Loin des clichés et du sensationnalisme, le réalisateur mexicain Rigoberto Perezcano dépeint dans son film Norteado le portrait d'un migrant confronté, non pas à des méchants passeurs mais à la solitude dans la ville-transit de Tijuana.
Ça commence comme un film de Fernando Eimbcke (Temporada de patos , Lake Tahoe ). Des plans larges, pas de musique, un héros seul dans un paysage désertique. Il faut aussi attendre le premier quart d’heure pour entendre la première réplique d’un script qui pourrait tenir sur une feuille de papier A4. On se dit que le film va être long. Sauf que, comme Eimbcke, Rigoberto Perezcano n’a pas besoin de faire parler ses personnages pour dire quelque chose: la justesse de sa réalisation et du jeu de ses acteurs lui permet d’exprimer l’indicible.
Des habitants de Tijuana, ni trafiquants ni prostituées mais humains et mélancoliques
Andrès atterrit à Tijuana, à cinq mille kilomètres de son état natal Oaxaca, après s’être fait attrapé par la Migra en train de franchir illégalement la frontière avec les États-Unis. Seul dans une ville qu’il ne connait pas, il attend comme au purgatoire le moment où il va pouvoir passer de ‘l’autre coté’.
Le Tijuana de Perezcano n’a rien à voir la cité du vice présentée dans les productions sensationnelles US (Traffic, The Shield): ici pas de trafiquants, ni d’armes ou de prostituées. C’est donc entre les mains d’une quadragénaire célibataire – Ela – et non d’un chef de cartel, que tombe Andrès. Devenu employé dans son épicerie, il comble l’ennui et la mélancolie en se rapprochant de ‘sa famille d’accueil’ et en ruminant des stratagèmes pour entrer aux États-Unis.
Mais le temps passe, et l’épicière – elle aussi rongée par l’ennui – s’attache au clandestin. C’est ensuite au tour de son autre employée, la boudeuse Cata, de tomber amoureuse du migrant. L’amour des deux femmes pour Andrès les unit mais ce n’est pas tout: toutes deux ont été abandonnées par leur mari respectif parti chercher l’aventure aux États-Unis. Andrès succombera-t-il lui aussi aux sirènes du rêve ricain ?
Norteado la fiche technique
Réalisé par Rigoberto Perezcano avec Harold Torres, Sonia Couoh, Alice Laguna
Durée: 1h34
Vu au: MK2 Beaubourg un dimanche soir à 22H
Affluence: Un dimanche à 22h ? Tu crois quoi ?

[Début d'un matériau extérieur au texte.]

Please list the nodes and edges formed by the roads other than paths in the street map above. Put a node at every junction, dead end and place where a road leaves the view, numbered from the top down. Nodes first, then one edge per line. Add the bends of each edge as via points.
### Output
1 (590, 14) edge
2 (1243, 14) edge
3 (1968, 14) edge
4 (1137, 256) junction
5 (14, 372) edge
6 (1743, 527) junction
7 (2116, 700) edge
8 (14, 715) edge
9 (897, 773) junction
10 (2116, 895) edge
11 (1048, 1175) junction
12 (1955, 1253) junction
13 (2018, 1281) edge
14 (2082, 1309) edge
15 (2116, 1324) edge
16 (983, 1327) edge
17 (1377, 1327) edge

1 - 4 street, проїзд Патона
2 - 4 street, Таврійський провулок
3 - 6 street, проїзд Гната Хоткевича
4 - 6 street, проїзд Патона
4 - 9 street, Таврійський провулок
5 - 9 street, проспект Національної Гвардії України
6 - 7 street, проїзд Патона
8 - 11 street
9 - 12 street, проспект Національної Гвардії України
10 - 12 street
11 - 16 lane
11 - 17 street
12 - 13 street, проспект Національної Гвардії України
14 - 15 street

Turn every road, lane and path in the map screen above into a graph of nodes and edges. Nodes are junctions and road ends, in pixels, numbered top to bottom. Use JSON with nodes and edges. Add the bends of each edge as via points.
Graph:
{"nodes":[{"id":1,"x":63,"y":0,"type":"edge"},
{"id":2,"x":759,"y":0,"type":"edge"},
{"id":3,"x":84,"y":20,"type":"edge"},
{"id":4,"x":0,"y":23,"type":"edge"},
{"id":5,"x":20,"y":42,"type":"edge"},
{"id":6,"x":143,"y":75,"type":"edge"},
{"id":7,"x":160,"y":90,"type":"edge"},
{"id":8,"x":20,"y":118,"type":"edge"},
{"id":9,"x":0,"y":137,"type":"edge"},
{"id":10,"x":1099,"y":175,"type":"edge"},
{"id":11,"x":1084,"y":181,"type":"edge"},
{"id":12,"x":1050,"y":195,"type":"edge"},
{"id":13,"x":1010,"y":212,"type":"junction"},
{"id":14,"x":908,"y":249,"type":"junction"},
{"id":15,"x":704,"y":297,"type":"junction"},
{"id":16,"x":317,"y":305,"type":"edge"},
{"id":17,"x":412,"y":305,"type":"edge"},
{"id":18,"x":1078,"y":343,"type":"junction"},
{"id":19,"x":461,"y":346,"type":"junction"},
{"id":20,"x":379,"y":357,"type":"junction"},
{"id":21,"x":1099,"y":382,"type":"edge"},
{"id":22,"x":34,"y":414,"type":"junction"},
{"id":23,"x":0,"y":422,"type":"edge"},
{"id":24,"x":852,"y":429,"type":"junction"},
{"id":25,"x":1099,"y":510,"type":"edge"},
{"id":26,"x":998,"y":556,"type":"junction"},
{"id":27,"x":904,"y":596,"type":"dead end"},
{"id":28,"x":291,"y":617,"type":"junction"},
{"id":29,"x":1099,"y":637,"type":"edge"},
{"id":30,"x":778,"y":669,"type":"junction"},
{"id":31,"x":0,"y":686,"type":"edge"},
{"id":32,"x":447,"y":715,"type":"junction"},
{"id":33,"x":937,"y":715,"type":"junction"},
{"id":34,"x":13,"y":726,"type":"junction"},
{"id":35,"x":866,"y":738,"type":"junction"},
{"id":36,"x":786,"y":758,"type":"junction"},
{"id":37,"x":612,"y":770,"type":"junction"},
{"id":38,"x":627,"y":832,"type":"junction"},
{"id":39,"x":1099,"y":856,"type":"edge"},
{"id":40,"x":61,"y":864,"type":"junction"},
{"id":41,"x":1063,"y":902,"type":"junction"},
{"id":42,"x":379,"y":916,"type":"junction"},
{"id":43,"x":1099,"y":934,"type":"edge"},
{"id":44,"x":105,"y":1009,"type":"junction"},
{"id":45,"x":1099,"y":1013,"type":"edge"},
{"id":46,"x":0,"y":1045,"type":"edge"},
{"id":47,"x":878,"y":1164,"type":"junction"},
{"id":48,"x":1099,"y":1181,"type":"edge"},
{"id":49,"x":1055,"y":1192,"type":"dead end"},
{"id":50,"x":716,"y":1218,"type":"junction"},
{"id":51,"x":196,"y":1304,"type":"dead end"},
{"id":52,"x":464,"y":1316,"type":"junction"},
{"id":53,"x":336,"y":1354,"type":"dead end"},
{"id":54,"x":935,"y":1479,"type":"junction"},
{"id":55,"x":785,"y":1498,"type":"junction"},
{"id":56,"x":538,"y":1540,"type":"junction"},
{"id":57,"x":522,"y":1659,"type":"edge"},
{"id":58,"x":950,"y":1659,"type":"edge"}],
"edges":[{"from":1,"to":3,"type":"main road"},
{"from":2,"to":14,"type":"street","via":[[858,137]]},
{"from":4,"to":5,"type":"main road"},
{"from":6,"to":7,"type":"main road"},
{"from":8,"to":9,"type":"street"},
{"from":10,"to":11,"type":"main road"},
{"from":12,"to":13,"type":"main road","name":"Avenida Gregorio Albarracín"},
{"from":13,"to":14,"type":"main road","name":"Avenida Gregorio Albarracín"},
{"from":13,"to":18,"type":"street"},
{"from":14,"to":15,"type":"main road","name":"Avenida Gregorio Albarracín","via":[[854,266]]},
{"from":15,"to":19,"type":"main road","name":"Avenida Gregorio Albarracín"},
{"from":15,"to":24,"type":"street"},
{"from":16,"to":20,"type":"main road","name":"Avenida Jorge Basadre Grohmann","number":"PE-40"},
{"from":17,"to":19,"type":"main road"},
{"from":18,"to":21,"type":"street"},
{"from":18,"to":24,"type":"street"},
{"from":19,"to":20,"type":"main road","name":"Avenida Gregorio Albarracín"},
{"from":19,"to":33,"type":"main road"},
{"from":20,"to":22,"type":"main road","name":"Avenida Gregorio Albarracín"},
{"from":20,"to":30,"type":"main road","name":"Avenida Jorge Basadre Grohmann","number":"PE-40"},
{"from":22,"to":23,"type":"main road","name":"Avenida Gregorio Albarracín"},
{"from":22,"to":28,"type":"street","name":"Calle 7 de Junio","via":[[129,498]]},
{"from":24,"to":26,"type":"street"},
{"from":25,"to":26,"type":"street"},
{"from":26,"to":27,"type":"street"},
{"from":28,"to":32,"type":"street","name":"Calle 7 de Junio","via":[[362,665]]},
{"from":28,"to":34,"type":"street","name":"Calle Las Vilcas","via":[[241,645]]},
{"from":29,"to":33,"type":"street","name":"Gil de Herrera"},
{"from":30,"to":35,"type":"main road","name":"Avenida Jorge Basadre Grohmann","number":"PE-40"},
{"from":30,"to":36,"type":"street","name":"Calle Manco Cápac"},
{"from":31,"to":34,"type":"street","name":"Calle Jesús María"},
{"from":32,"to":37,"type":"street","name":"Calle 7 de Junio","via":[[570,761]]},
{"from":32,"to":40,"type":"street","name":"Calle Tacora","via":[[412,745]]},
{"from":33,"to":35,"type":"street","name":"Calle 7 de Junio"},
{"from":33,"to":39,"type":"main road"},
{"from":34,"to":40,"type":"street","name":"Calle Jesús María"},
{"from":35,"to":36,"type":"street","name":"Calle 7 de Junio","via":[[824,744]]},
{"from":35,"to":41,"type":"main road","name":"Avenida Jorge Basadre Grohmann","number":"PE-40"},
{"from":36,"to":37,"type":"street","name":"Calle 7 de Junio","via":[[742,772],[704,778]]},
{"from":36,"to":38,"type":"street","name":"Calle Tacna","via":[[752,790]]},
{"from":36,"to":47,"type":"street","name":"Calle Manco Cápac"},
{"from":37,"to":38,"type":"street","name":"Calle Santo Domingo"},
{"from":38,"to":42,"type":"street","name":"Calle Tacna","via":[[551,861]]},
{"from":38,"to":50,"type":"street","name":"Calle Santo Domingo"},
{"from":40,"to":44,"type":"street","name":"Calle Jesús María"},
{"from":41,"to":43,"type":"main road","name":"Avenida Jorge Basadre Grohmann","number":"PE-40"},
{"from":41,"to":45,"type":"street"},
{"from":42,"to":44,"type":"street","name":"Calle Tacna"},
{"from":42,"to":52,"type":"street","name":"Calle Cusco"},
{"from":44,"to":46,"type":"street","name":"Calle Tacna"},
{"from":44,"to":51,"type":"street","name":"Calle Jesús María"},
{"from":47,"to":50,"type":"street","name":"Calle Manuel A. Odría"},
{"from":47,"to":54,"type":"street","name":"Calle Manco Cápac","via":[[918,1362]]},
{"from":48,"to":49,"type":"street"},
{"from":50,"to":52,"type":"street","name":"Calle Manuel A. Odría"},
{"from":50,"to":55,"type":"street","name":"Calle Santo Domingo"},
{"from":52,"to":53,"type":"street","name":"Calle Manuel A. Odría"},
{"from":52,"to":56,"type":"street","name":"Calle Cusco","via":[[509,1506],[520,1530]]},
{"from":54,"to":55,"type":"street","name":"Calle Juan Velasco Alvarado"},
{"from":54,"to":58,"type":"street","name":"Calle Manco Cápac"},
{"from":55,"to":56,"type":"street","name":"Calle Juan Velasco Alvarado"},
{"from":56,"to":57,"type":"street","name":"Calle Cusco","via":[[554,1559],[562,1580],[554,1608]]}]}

Prix: 8,5€ – les films undergrounds mexicains sont diffusés dans une salle tellement petite qu’il y a une réduction d’un euro
J’y vais: seul, après avoir mangé seul dans resto chinois pour voir un film sur la solitude
Glace ou Pop Corn: un vieux Fisherman’s friend qui traînait dans ma poche
Note: 5/5
Une comédie sentimentale appliquée à la géopolitique
Plus qu’une fiction, Norteado est un film quasi-anthropologique sur la situation de migrant. Le réalisateur Rigoberto Perezcano – venu du documentaire – aborde le thème non pas au travers du prisme géopolitique mais à l’échelle de l’humain: celle du drame sentimental que vivent les familles touchées de près ou de loin par le phénomène migratoire. Les premières victimes en sont les femmes, délaissées par des maris trop grisés par leur nouvelle vie de vrai-faux Yankee. Andrès est l’un d’eux. Marié deux enfants, il trouve un nouveau foyer, une femme aimante et un emploi à Tijuana. Mais Ela – de 20 ans son aîné – a bien compris qu’elle ne suffirait pas à retenir le jeune homme. A l’inverse des « norteadas » – adjectif qui qualifie les migrantes en situation de transit mais qui deviennent malgré elles des habitantes permanentes de Tijuana – Andrès part à la conquête de son rêve américain, brisant le coeur de ces femmes amputées de leur moitié.